“Personnel is policy,” says Gary Cohn, the former president of Goldman Sachs recently named to head President Trump’s National Economic Council. He got that right, and every working family should shudder that Trump — after railing against the corruptions of Goldman Sachs and other big banks in the campaign — has put six former Goldman Sachs bankers at the head of his economic team.
Their first priority is to roll back bank regulation, and, as Gary Cohn told the Wall Street Journal, one of their first targets is to disembowel the Consumer Financial Protection Bureau (CFBP).
The CFPB was created in the Dodd-Frank banking reforms passed after the excesses of the banks helped blow up the economy. Led by Elizabeth Warren (then a Harvard Law professor, now a U.S. senator), consumer and civil rights groups pushed for it against the full force of the banking lobby. The agency’s sole mission is to protect consumers against the scams and schemes of fraudulent banks and lenders. Led by Richard Cordray, a former Ohio attorney general and treasurer, it has been a stunning success, recovering nearly $12 billion for 27 million consumers from the lenders who cheated or defrauded them.

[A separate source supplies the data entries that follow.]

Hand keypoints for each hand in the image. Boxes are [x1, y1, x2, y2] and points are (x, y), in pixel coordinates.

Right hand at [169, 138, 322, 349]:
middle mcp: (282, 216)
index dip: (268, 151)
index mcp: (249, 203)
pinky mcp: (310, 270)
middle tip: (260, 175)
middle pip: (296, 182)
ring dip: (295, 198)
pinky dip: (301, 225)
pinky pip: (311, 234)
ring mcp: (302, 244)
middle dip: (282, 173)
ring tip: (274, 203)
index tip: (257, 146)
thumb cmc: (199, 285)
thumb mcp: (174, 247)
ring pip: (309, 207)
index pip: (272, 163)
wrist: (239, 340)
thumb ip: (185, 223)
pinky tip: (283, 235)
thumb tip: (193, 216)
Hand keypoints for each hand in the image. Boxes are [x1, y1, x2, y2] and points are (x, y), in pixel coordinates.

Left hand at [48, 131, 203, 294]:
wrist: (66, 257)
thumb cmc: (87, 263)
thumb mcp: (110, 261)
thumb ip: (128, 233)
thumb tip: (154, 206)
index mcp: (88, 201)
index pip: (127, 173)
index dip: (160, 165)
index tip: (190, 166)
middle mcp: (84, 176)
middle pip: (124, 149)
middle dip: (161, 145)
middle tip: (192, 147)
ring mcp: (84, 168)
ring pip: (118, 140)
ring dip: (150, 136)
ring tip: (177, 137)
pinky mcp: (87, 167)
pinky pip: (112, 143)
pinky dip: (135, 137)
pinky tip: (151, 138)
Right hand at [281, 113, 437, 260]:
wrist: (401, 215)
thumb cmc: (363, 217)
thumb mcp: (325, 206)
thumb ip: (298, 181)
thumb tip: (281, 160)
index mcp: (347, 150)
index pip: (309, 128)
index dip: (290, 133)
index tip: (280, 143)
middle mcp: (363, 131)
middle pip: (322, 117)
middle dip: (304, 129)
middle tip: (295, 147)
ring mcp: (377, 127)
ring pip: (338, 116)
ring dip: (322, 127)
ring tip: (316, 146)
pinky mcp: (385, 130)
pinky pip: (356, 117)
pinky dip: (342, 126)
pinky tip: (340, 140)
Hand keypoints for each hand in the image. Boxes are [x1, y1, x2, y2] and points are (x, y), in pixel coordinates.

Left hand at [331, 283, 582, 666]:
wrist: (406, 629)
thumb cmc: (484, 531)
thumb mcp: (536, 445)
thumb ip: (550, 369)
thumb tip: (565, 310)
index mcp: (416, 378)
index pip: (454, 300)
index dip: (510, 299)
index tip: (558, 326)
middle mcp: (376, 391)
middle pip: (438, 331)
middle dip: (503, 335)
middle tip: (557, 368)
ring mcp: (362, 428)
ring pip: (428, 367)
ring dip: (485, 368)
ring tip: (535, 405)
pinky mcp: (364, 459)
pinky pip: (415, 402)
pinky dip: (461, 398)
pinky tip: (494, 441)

The CFPB is the champion of what Trump calls the forgotten working families of America. It has protected veterans and military families, recovering $100 million from lenders who preyed on them. It recovered over $480 million for students who were deceived by for-profit chains peddling fraudulent products. It has moved against the payday lenders that gouge low-wage workers. It is about to issue rules prohibiting payday loans with interest of 300 percent or more — literally immoral loans that earn the Bible’s condemnation of usury.
Seniors are often targets of financial frauds. Last year, a survey showed that nearly one in five citizens 65 and older had been “taken advantage of financially.” The CFPB has worked actively to shield them from deceptive practices.

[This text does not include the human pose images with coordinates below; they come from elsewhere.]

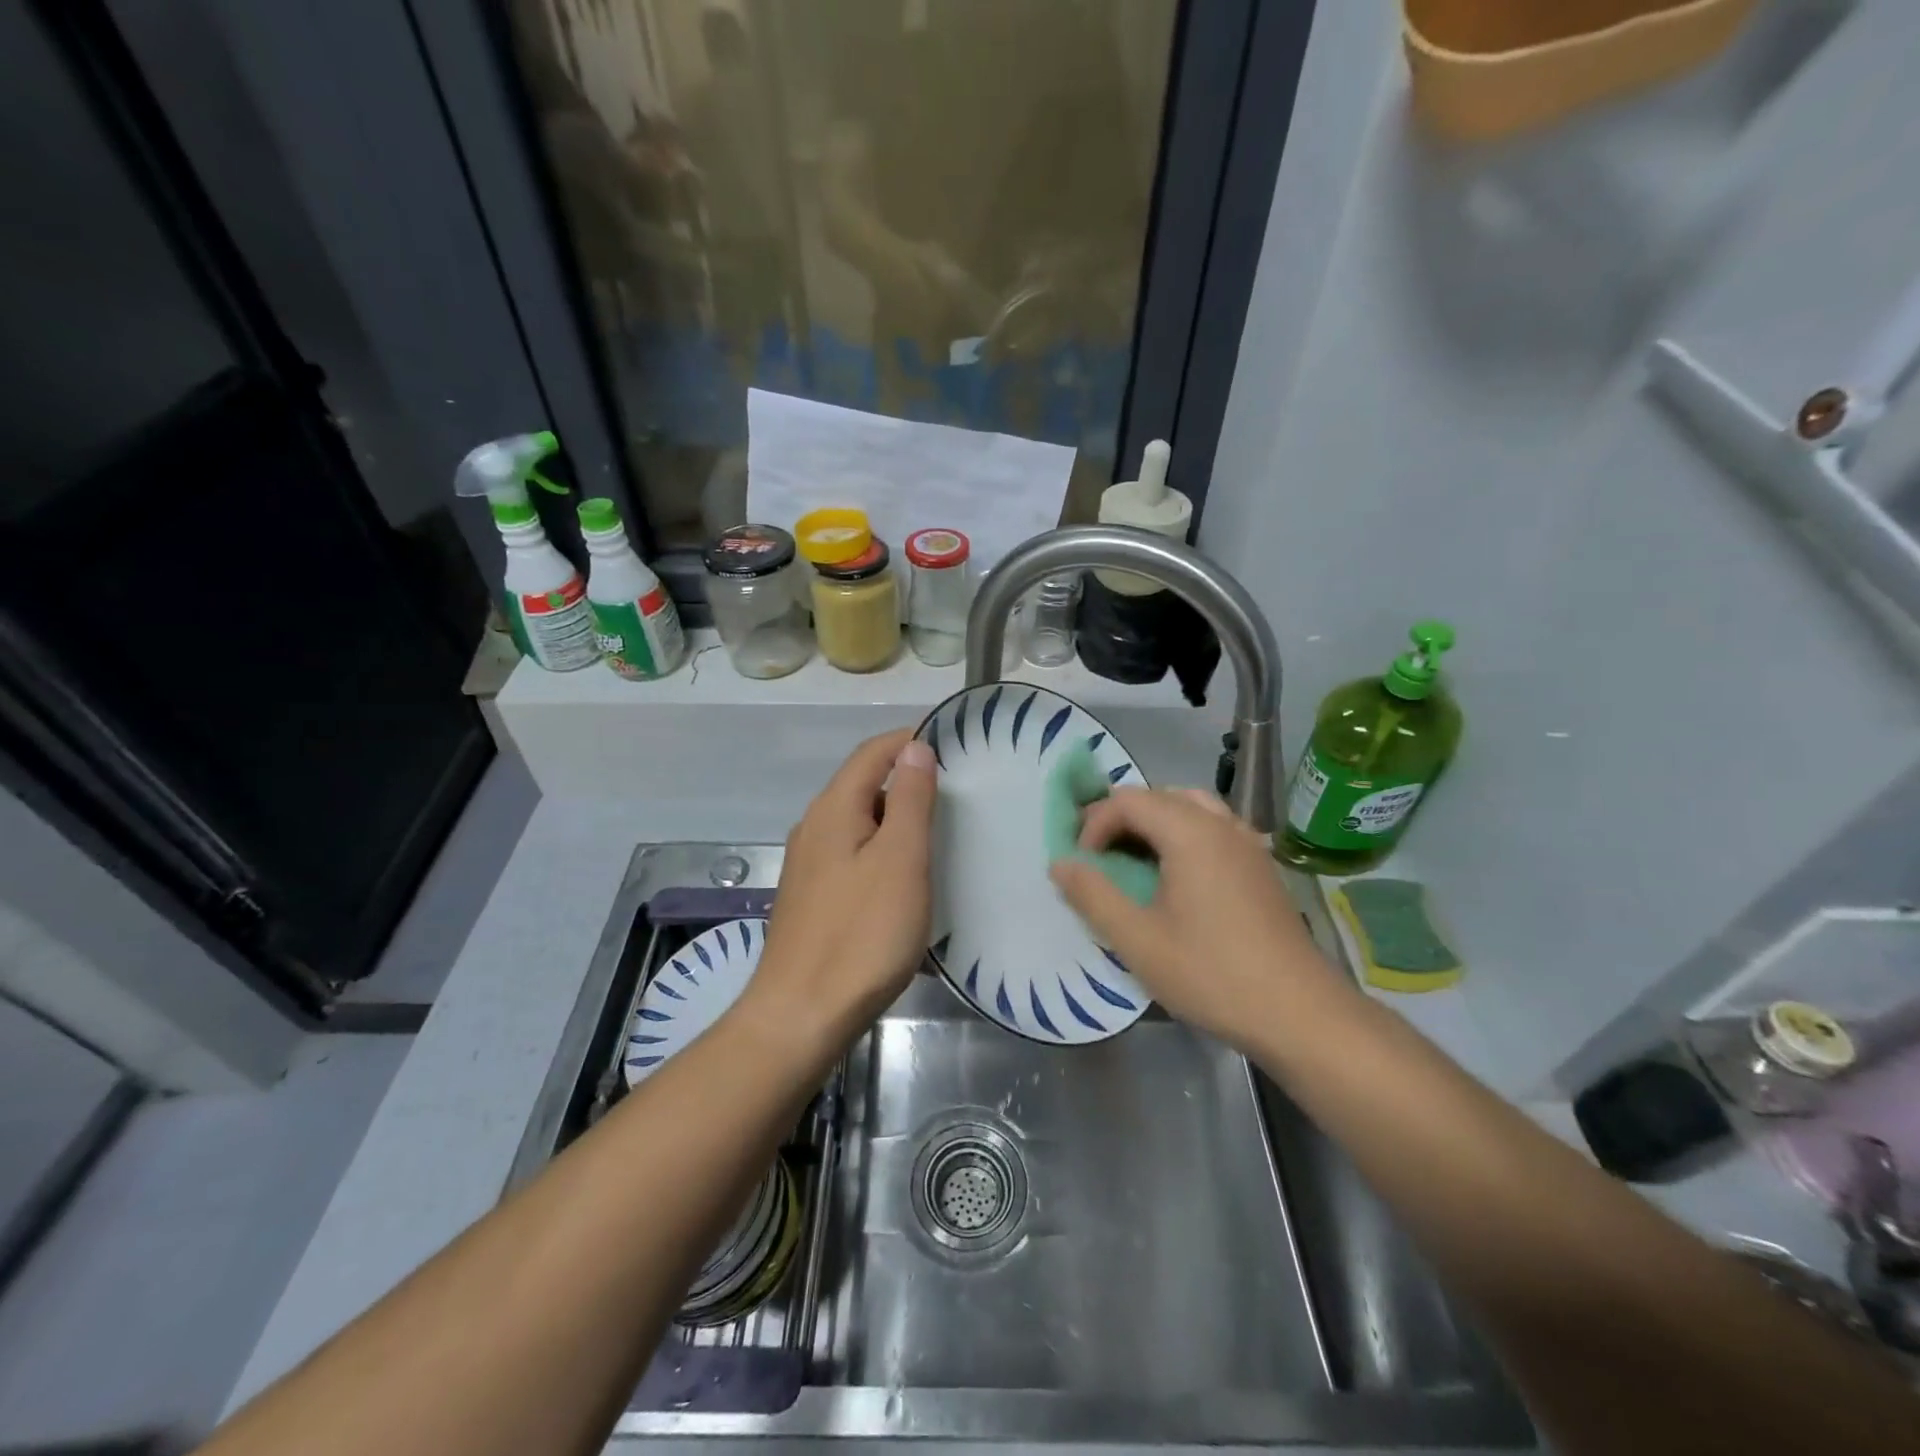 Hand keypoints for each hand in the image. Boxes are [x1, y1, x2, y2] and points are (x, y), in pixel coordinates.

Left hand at [744, 730, 937, 1051]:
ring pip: (860, 825)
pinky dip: (884, 855)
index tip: (955, 748)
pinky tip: (905, 884)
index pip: (873, 752)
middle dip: (908, 783)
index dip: (911, 741)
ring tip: (939, 840)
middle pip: (864, 786)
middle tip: (956, 799)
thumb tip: (914, 747)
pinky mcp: (813, 899)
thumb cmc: (861, 934)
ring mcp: (809, 866)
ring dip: (897, 822)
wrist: (800, 1016)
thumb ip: (909, 799)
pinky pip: (854, 858)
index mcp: (833, 809)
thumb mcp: (900, 859)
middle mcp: (814, 828)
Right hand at [1048, 789, 1349, 1053]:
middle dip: (1120, 819)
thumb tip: (1059, 863)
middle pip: (1159, 796)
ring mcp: (1247, 843)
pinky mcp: (1261, 866)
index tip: (1082, 865)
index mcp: (1190, 832)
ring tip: (1134, 860)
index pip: (1128, 800)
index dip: (1094, 824)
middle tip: (1098, 857)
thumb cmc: (1212, 973)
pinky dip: (1184, 835)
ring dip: (1154, 824)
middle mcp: (1221, 824)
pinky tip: (1179, 876)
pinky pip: (1214, 828)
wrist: (1300, 1013)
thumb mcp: (1138, 940)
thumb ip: (1093, 895)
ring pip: (1190, 808)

The big banks hate the CFPB and its investigations into their policies and practices. The agency has recovered more than $1.5 billion for consumers bilked by credit card companies. For the first time, with the CFPB working people have a cop on the financial beat.
At its head, Cordray has earned widespread applause. Consumer groups hail how he’s made the CFPB transparent and responsive. Civil rights groups applaud the progress he’s forced on diversity in hiring and services.
He’s gone after lenders and others for charging people of color more for mortgages, auto loans and credit cards. The CFPB has recouped over $400 million in payments and credits to more than 500,000 consumers who experienced discrimination.
Now Cohn suggests he plans to weaken the CFPB by firing Cordray. Fire him? He should give him a medal. Under the law, Cordray has been appointed for a term that ends in 2018 and can only be fired for cause. To fire him, Cohn will have to violate that law.
Trump has given his economic policy over to the big bankers. They are gearing up for another predators’ ball. The first regulation Cohn wants to reverse is the “fiduciary rule,” which requires investment advisers to put client’s interests first when they deal with retirement accounts. Banks don’t like the rule because it prohibits investment advisers from peddling products that line their pockets at their clients’ expense.
One thing is clear. If Trump’s bankers can get rid of Cordray and geld the CFPB, millions of Americans will lose billions to the tricks and traps of the banks and lenders. Cohn has made Trump’s intentions clear. Now we have to rise up and demand that Congress protect the Consumer Financial Protection Bureau from Trump’s Goldman Sachs marauders.